On 14/12/13 15:02, Roman Cheplyaka
wrote:
haskell-names can also do this (it's used in halberd to solve a similar
task: https://github.com/haskell-suite/halberd)
This is quite useful, thanks.
For the benefit of the list archive, here is what I have worked out
so far.
I took the example from
http://www.haskell.org/haskellwiki/GHC/As_a_library
which uses getNamesInScope (I thought that this was promising). But
it returned an empty list for the list of names (variable 'n'). I
found out that you have to set the context before the call to
getNamesInScope, like so:
https://github.com/carlohamalainen/playground/blob/master/haskell/ghc_symbol_lookup/A.hs
target <- guessTarget targetFile Nothing
setTargets [target]
load LoadAllTargets
--
http://stackoverflow.com/questions/11571520/reify-a-module-into-a-record
setContext [IIDecl (simpleImportDecl (mkModuleName
"B"))]
modSum <- getModSummary $ mkModuleName "B"
For example on this file,
-- B.hs
module B where
import Data.Maybe
f :: a -> Maybe a
f x = Just x
s = "boo" :: String
main = print "Hello, World!"
we can get the list of names and also the imports:
$ runhaskell A.hs
([B.main, B.f, B.s],
[main, B.main, f, B.f, s, B.s],
[],
[import (implicit) Prelude, import Data.Maybe])
I'm not sure why, but the "source imports" is an empty list, while
the "textual imports" gives the implicit Prelude and Data.Maybe.
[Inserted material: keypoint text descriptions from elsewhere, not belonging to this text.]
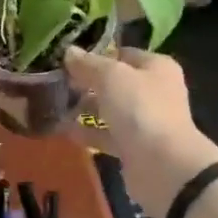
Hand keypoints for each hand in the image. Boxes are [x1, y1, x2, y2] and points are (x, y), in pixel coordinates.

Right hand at [65, 47, 217, 217]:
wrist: (163, 167)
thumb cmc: (141, 109)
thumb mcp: (111, 77)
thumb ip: (88, 64)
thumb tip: (69, 51)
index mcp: (156, 67)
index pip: (122, 53)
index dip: (95, 54)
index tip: (67, 60)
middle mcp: (153, 91)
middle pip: (115, 82)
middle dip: (86, 82)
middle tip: (55, 82)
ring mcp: (145, 121)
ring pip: (110, 109)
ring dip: (84, 107)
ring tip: (54, 104)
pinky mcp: (135, 147)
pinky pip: (107, 134)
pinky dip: (87, 132)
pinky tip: (62, 129)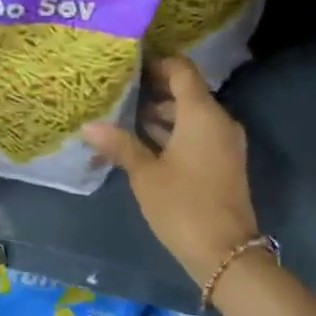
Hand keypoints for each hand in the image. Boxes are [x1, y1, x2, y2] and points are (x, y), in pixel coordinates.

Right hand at [81, 57, 258, 287]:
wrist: (226, 252)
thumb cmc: (183, 206)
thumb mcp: (145, 175)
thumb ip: (120, 145)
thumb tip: (89, 125)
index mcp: (202, 114)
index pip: (182, 70)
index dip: (157, 63)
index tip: (130, 63)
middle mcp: (219, 120)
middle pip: (188, 92)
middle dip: (156, 90)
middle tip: (121, 90)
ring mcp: (226, 142)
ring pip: (194, 115)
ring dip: (165, 114)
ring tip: (127, 117)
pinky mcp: (226, 161)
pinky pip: (200, 133)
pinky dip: (177, 132)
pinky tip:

Also the names are the program names like f, s, and main, and don't
include things like String, Int, Just, and so on.
Independently of that, I tweaked an example from the haskell-names
docs and this lets me see where String comes from, e.g.
https://github.com/carlohamalainen/playground/blob/master/haskell/ghc_symbol_lookup/haskell_names_example.hs
$ cat B.hs | runhaskell haskell_names_example.hs
Relevant bits:
"Prelude"
SymType {st_origName = OrigName { origPackage = Just
(PackageIdentifier { pkgName = PackageName "base"
, pkgVersion = Version {versionBranch = [4,7,0,0]
, versionTags = []}})
, origGName = GName {
gModule = "GHC.Base"
,
gName = "String"}}
, st_fixity = Nothing}
"Data.Maybe"
SymConstructor {sv_origName = OrigName { origPackage = Just
(PackageIdentifier { pkgName = PackageName "base"
, pkgVersion = Version {versionBranch = [4,7,0,0]
, versionTags = []}})
, origGName = GName {
gModule = "Data.Maybe"
, gName
= "Just"}}
,
sv_fixity = Nothing
,
sv_typeName = OrigName { origPackage = Just (PackageIdentifier {
pkgName = PackageName "base"
, pkgVersion = Version { versionBranch = [4,7,0,0]
, versionTags = []}})
, origGName = GName { gModule = "Data.Maybe"
, gName = "Maybe"}}}
This is pretty much what I'm after. The first block shows us that
String is exported from the Prelude, even though it's defined in
GHC.Base. The second block says that the constructor Just is
actually exported from Data.Maybe.
So these ought to able to be stitched together: work through the
textual imports one at a time until a symbol appears and then find
the haddock_html field for the package using ghc-pkg.